[Items from a data source]
————————
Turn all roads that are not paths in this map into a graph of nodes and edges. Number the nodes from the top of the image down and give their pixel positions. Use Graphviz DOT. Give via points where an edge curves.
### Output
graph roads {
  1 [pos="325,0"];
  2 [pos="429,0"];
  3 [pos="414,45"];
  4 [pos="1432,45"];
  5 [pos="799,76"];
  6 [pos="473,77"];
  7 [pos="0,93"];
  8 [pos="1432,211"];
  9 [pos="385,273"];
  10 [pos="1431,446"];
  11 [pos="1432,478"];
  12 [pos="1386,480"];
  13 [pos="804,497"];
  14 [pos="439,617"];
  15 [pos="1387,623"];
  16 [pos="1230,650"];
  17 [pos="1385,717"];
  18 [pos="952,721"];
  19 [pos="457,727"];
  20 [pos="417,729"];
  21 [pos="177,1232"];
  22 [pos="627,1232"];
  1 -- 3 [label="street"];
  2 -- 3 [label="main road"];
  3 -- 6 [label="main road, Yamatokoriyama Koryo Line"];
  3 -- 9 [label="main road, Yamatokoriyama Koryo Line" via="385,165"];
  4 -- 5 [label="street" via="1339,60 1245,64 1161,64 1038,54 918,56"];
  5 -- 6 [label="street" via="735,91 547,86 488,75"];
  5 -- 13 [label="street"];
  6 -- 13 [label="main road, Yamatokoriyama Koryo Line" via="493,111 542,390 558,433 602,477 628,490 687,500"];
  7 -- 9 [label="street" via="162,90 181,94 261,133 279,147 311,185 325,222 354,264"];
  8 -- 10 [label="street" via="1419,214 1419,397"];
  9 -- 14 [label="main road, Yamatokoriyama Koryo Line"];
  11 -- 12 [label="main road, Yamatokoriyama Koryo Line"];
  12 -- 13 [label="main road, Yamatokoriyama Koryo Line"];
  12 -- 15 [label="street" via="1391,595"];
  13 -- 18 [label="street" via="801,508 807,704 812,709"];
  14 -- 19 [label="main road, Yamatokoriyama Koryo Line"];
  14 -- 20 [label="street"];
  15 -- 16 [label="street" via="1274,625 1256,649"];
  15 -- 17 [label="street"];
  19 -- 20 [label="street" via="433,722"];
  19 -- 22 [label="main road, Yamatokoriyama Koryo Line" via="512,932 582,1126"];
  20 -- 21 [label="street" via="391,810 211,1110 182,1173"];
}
————————
Exercise requirements: Which lines hold the word "Koryo"? Return all of them from the records above.

Task output:
  3 -- 6 [label="main road, Yamatokoriyama Koryo Line"];
  3 -- 9 [label="main road, Yamatokoriyama Koryo Line" via="385,165"];
  6 -- 13 [label="main road, Yamatokoriyama Koryo Line" via="493,111 542,390 558,433 602,477 628,490 687,500"];
  9 -- 14 [label="main road, Yamatokoriyama Koryo Line"];
  11 -- 12 [label="main road, Yamatokoriyama Koryo Line"];
  12 -- 13 [label="main road, Yamatokoriyama Koryo Line"];
  14 -- 19 [label="main road, Yamatokoriyama Koryo Line"];
  19 -- 22 [label="main road, Yamatokoriyama Koryo Line" via="512,932 582,1126"];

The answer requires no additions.